Ask HN: Thoughts on a hedge fund investing in my seed stage startup - sr_banksy

Without giving too much away, my co-founder is all for the idea. 
However I am generally wary of hedge funds. 
We are in the seed stage where a few angels have committed. Just not sure what the experience of having hedge funds as shareholders is like. Any thoughts&#x2F; experiences you could share would be greatly appreciated.
======
joncooper
The term "hedge fund" covers a tremendous range of firms. That said I would
look out for the same things you'd look out for in any funding arrangement:
price, control, dilution, liquidation preference, unusual rights, etc.
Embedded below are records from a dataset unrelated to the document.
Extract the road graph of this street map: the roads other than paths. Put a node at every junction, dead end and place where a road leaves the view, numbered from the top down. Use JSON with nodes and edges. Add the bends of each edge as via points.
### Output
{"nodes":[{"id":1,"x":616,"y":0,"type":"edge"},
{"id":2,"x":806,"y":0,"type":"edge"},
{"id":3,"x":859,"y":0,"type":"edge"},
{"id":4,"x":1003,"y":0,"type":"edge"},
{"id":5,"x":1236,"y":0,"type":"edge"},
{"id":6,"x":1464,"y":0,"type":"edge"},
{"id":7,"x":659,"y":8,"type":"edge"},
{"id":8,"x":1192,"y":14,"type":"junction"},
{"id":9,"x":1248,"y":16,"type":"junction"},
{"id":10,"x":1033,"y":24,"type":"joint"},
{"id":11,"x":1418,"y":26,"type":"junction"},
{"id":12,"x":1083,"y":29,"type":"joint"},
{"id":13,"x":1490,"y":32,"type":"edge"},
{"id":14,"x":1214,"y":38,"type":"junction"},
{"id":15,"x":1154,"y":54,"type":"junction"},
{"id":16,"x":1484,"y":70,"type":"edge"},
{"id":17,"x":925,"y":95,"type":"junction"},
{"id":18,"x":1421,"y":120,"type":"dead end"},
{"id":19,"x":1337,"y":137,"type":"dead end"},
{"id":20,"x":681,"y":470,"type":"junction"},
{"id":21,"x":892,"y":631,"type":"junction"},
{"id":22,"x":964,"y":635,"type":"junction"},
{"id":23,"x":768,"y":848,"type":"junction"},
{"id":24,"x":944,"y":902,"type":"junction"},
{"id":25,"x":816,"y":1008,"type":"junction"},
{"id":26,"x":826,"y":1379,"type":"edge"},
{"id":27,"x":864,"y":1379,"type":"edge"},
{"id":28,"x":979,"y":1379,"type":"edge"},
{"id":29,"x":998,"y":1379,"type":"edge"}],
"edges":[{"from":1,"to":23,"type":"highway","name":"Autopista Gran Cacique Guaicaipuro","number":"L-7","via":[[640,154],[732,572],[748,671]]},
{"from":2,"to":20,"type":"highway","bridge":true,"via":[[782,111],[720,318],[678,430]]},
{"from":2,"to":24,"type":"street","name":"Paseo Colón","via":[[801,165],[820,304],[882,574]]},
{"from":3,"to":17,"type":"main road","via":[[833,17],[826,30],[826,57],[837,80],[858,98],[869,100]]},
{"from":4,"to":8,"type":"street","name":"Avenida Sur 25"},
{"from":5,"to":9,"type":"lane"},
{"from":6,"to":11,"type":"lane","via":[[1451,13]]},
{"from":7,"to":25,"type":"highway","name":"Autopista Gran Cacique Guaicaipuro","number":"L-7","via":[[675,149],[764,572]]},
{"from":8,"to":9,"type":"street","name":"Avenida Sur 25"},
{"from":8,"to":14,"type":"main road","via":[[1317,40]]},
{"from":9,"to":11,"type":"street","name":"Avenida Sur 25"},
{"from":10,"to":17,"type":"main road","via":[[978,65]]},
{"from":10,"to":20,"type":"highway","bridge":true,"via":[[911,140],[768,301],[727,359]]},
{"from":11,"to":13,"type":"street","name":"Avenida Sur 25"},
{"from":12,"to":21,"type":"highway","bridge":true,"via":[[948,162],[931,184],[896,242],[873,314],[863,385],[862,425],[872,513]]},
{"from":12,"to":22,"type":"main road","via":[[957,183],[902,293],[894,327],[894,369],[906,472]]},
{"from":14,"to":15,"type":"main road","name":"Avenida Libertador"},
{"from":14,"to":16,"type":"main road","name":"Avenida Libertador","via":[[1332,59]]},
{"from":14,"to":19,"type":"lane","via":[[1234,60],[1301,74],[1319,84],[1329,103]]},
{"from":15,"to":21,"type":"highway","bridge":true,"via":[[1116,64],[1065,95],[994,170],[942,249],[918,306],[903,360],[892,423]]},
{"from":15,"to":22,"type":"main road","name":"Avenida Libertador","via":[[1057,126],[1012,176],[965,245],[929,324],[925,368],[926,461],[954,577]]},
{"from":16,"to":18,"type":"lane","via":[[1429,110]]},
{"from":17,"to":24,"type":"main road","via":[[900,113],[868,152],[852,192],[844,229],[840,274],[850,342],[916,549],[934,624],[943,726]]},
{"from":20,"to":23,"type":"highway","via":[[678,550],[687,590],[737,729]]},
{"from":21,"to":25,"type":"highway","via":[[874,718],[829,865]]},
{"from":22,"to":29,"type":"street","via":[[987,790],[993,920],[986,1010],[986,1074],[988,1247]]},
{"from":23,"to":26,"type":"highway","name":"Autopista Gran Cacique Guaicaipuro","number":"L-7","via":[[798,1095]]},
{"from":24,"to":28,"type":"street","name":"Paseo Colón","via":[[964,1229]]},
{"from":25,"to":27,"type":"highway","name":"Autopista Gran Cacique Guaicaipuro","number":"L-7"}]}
If
you're just looking for money, it all spends the same as long as it doesn't
come with onerous terms. However, you won't get any of the putative benefits
of working with a "real" VC: access, guidance, services, follow-on funding,
etc. You definitely do not want to end up with a cap table comprised of one
line item for founders and one line item for the "hedge fund"'s investment on
some weird-ass terms; that will make it nigh-on impossible to secure follow-on
funding. I would feel best about taking this kind of money if I had a "real"
VC as the lead investor and the hedge fund folks were minority, pari passu,
and personally known to me. Also, DO NOT sign any document without legal
support. Make the legal relationship, spend the money, understand what you're
being asked to agree to, and PUSH BACK if you don't like the terms being
offered. A broken structure is not the foundation you want.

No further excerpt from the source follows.